━━━━━ AVAILABLE DATA

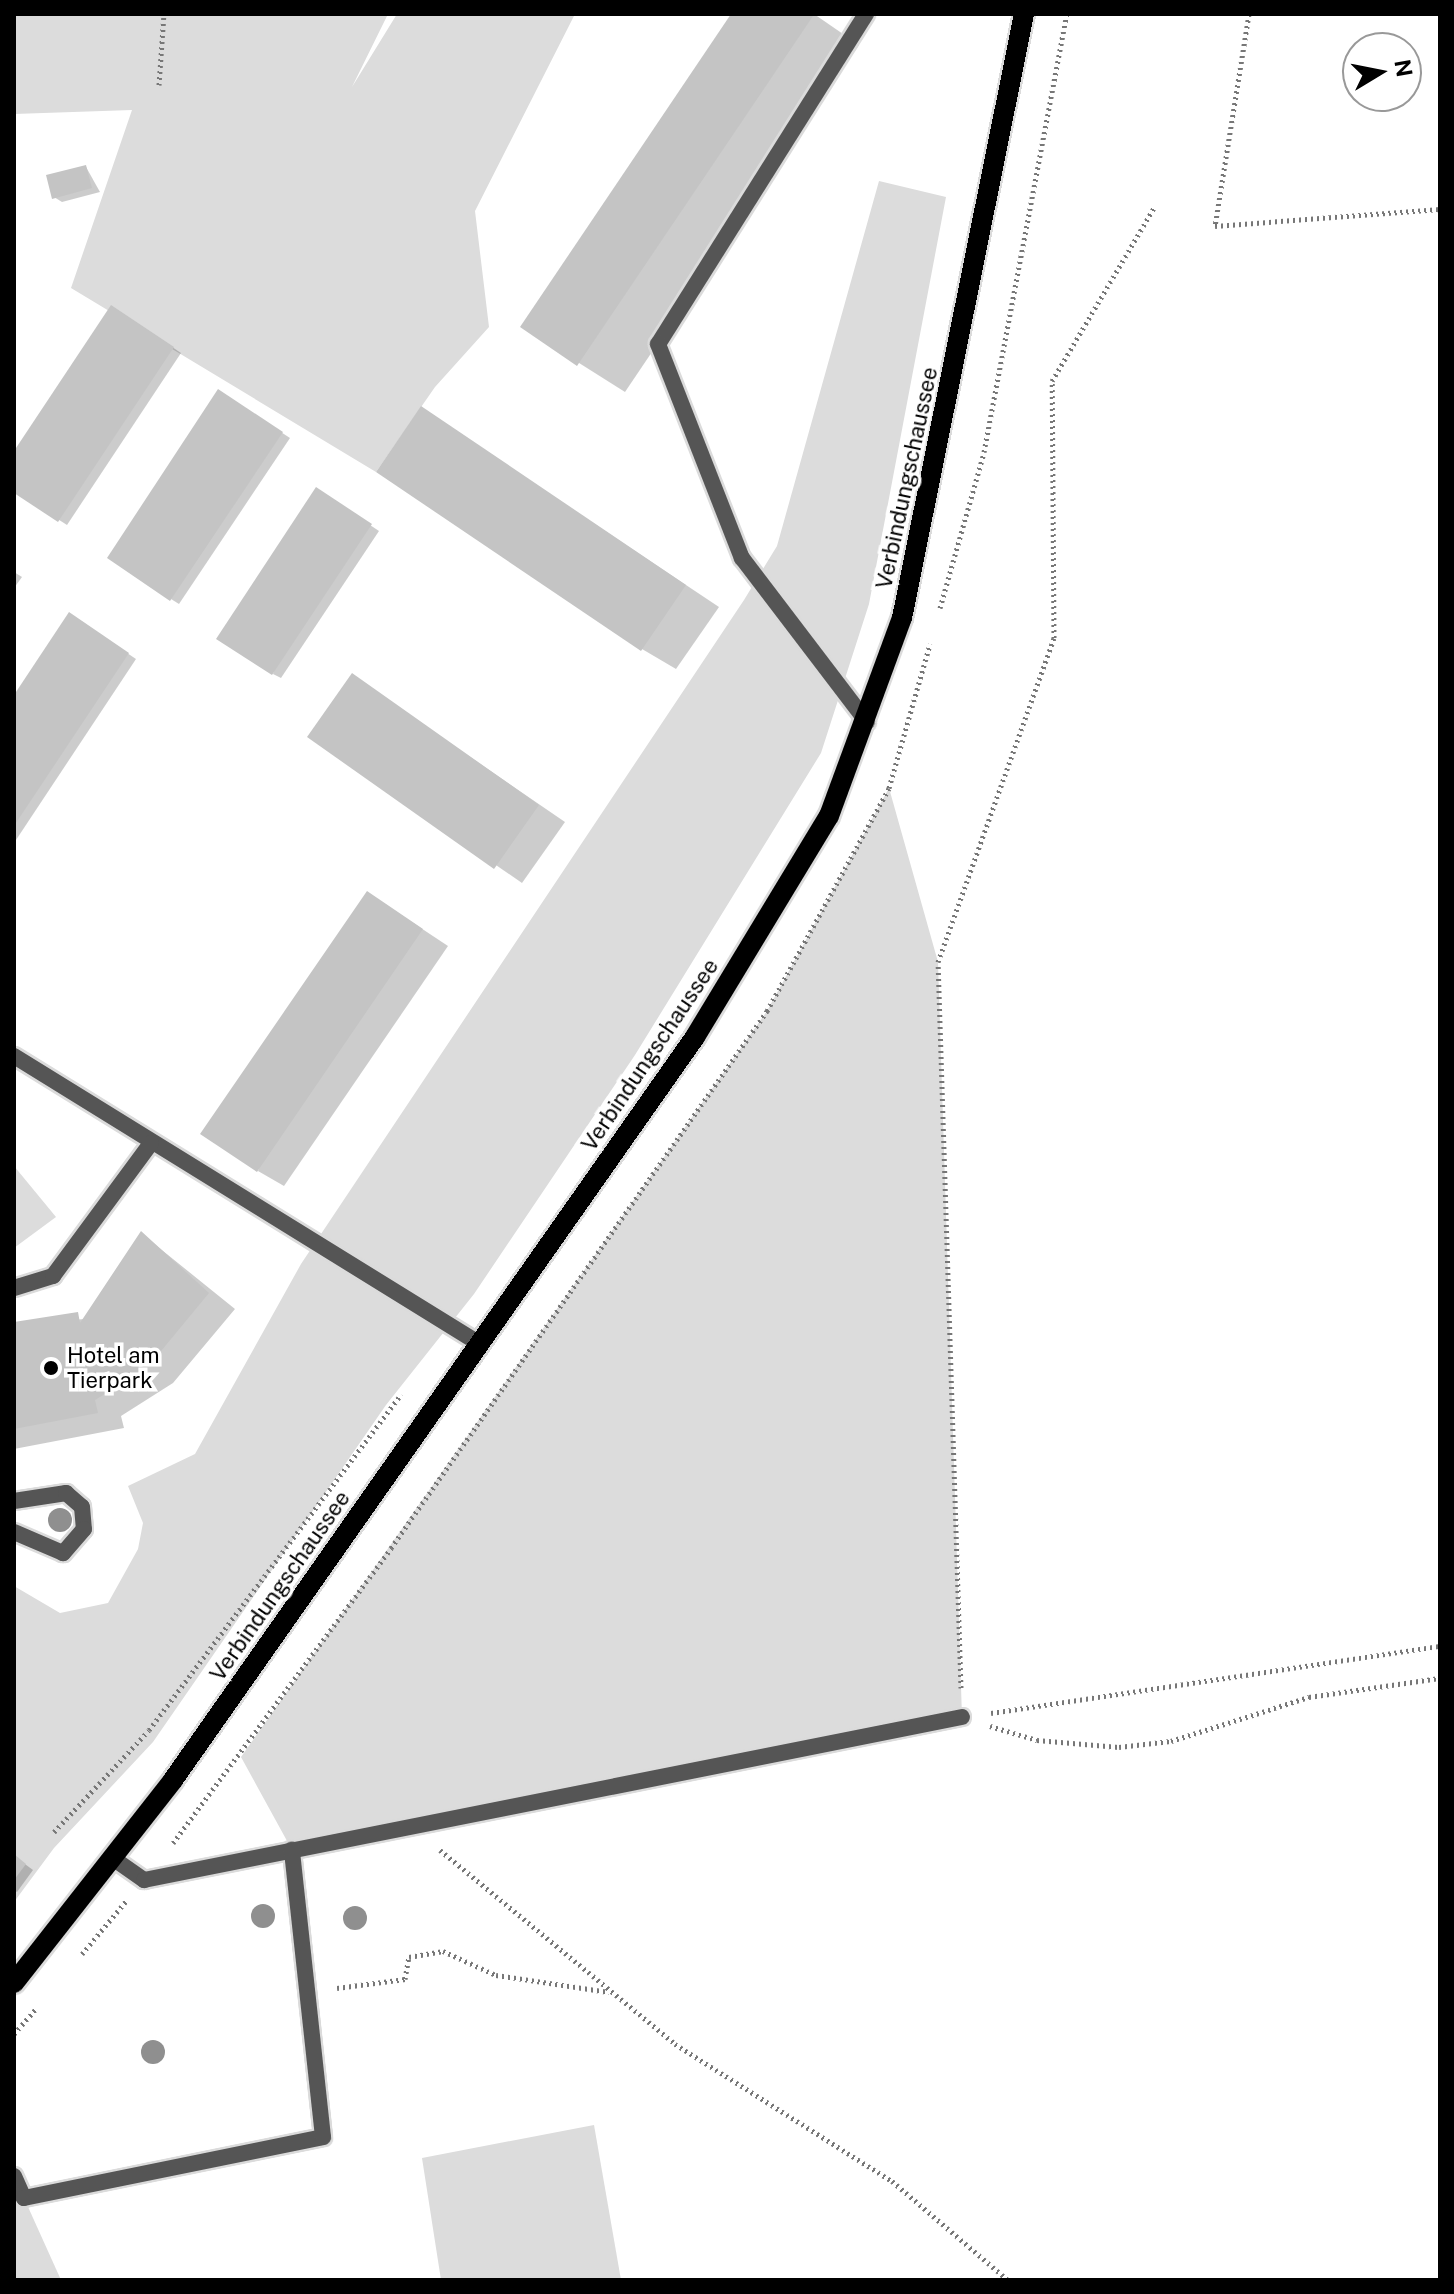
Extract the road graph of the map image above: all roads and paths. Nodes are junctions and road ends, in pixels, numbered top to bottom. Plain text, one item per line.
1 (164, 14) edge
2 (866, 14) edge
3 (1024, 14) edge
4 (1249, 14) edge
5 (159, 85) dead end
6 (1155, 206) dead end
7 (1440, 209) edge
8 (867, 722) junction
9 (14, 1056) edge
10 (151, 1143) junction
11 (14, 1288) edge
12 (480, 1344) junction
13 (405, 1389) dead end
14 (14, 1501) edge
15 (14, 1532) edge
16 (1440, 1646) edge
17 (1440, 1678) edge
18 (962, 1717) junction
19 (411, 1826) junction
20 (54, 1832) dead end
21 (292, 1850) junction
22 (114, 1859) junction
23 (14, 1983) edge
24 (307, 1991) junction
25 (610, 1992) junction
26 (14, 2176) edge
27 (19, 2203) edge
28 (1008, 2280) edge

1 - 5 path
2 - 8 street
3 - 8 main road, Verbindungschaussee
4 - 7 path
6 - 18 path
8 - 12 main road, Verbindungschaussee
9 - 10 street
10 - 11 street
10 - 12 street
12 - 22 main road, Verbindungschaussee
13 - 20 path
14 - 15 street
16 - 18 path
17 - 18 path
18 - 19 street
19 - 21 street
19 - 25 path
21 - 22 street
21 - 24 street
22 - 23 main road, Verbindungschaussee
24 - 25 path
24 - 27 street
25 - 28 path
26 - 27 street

━━━━━━━━━━
━━━━━ AVAILABLE DATA

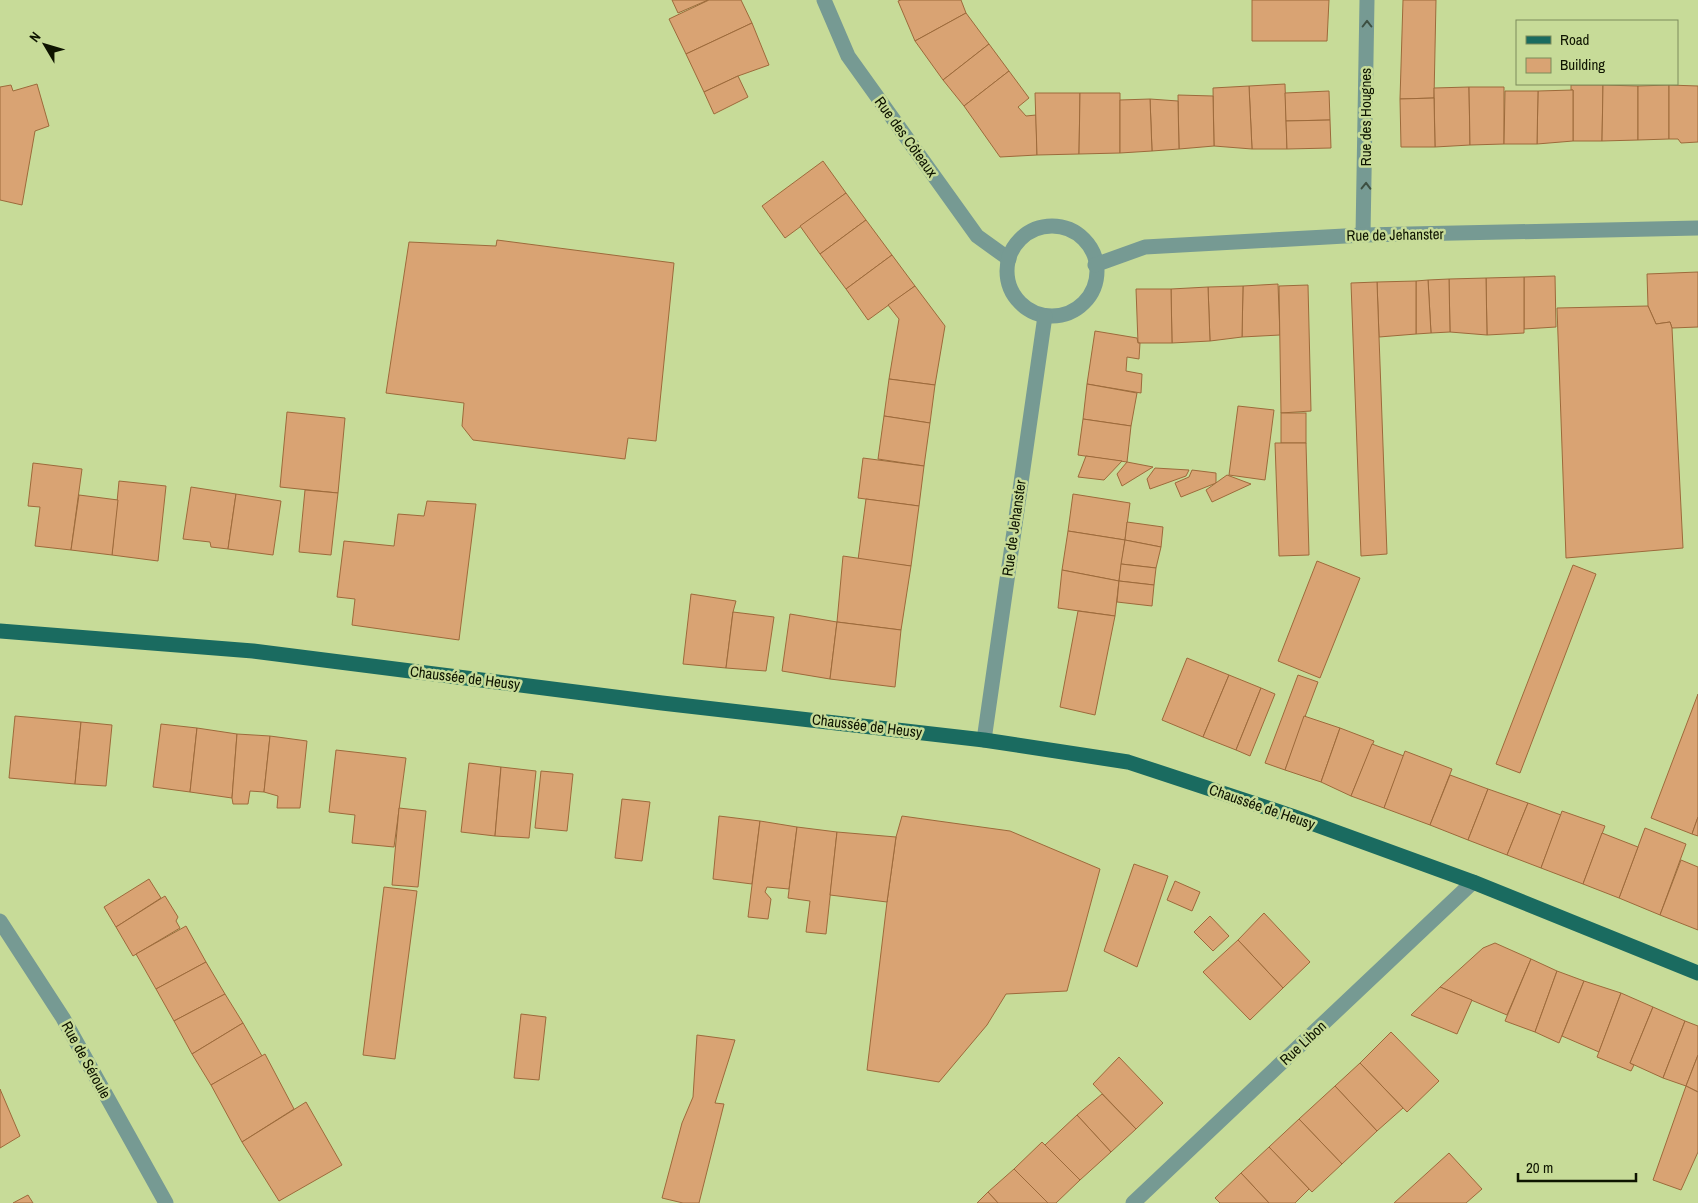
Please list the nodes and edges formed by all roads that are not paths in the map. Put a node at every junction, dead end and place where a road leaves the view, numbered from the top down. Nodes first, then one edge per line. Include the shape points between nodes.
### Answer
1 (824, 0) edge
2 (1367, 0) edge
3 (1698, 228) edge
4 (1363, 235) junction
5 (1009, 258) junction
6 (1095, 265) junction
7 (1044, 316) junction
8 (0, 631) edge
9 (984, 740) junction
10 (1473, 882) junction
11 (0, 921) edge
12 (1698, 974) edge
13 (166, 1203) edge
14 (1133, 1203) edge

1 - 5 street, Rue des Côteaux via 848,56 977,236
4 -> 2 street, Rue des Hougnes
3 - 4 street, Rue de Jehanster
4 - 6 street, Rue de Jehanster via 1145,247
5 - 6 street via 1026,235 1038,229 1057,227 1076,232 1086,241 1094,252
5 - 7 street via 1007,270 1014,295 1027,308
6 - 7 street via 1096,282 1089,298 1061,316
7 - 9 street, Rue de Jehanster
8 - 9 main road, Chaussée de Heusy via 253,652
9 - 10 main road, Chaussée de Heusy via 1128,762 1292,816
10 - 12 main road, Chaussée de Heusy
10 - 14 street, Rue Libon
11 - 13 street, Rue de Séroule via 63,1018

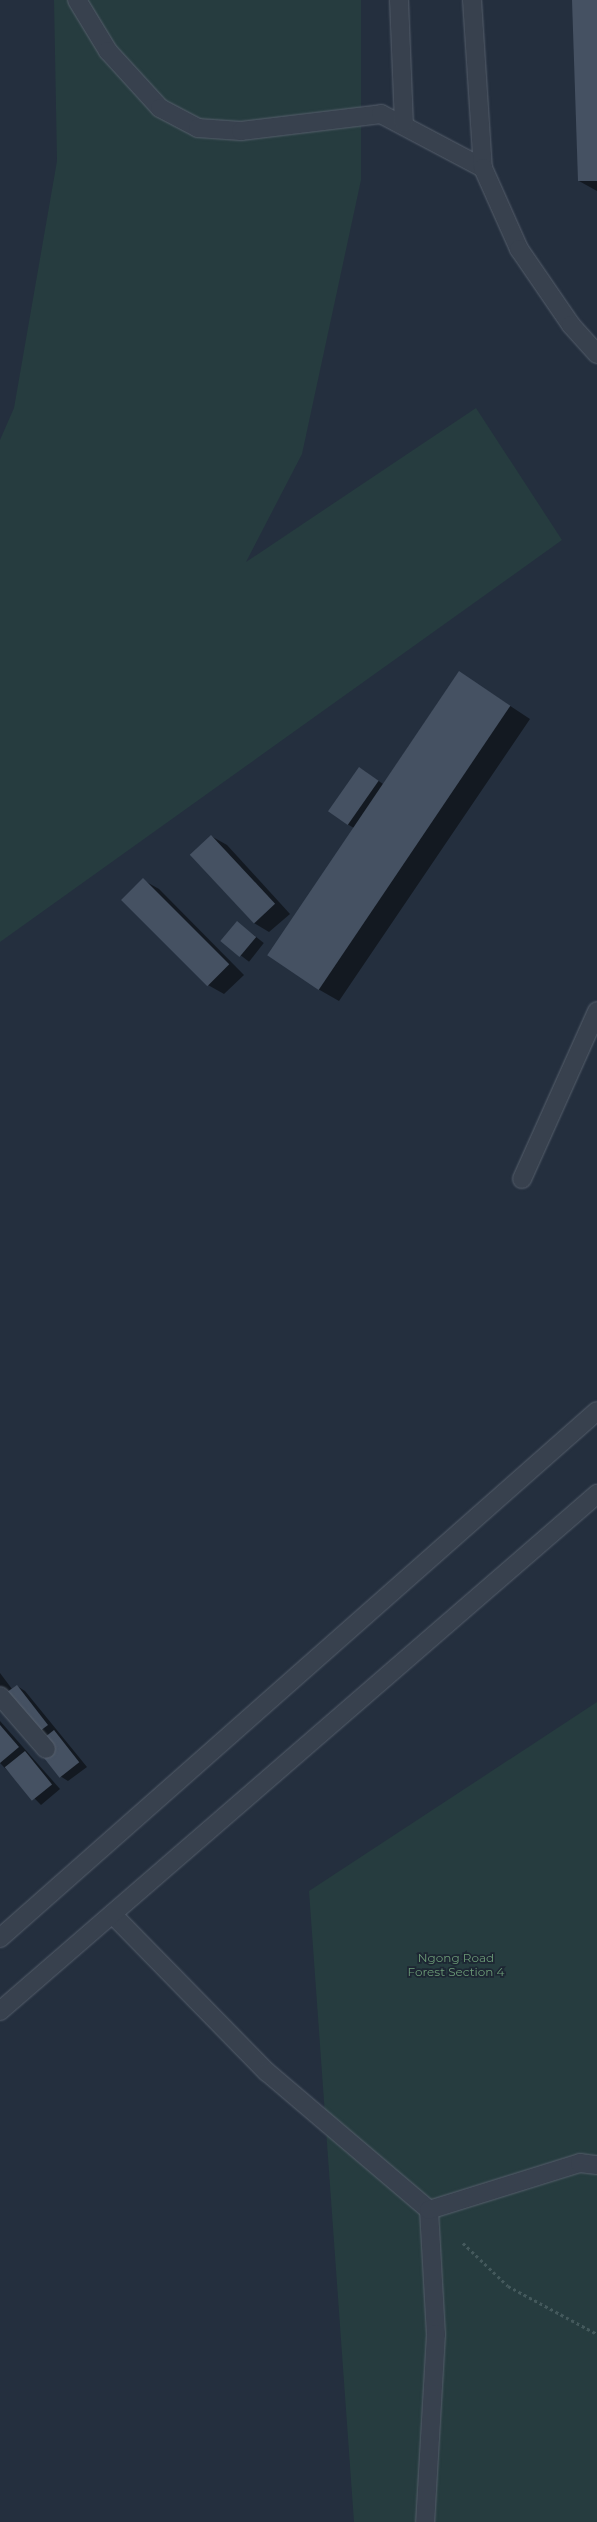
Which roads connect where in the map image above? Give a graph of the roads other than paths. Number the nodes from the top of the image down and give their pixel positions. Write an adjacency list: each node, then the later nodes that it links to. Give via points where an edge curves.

━━━━━━━━━━

*TO DO*: Find the string "from" in the material above. Then copy each line that has it.

*OUTPUT*:
Please list the nodes and edges formed by all roads that are not paths in the map. Put a node at every junction, dead end and place where a road leaves the view, numbered from the top down. Nodes first, then one edge per line. Include the shape points between nodes.
Which roads connect where in the map image above? Give a graph of the roads other than paths. Number the nodes from the top of the image down and give their pixel positions. Write an adjacency list: each node, then the later nodes that it links to. Give via points where an edge curves.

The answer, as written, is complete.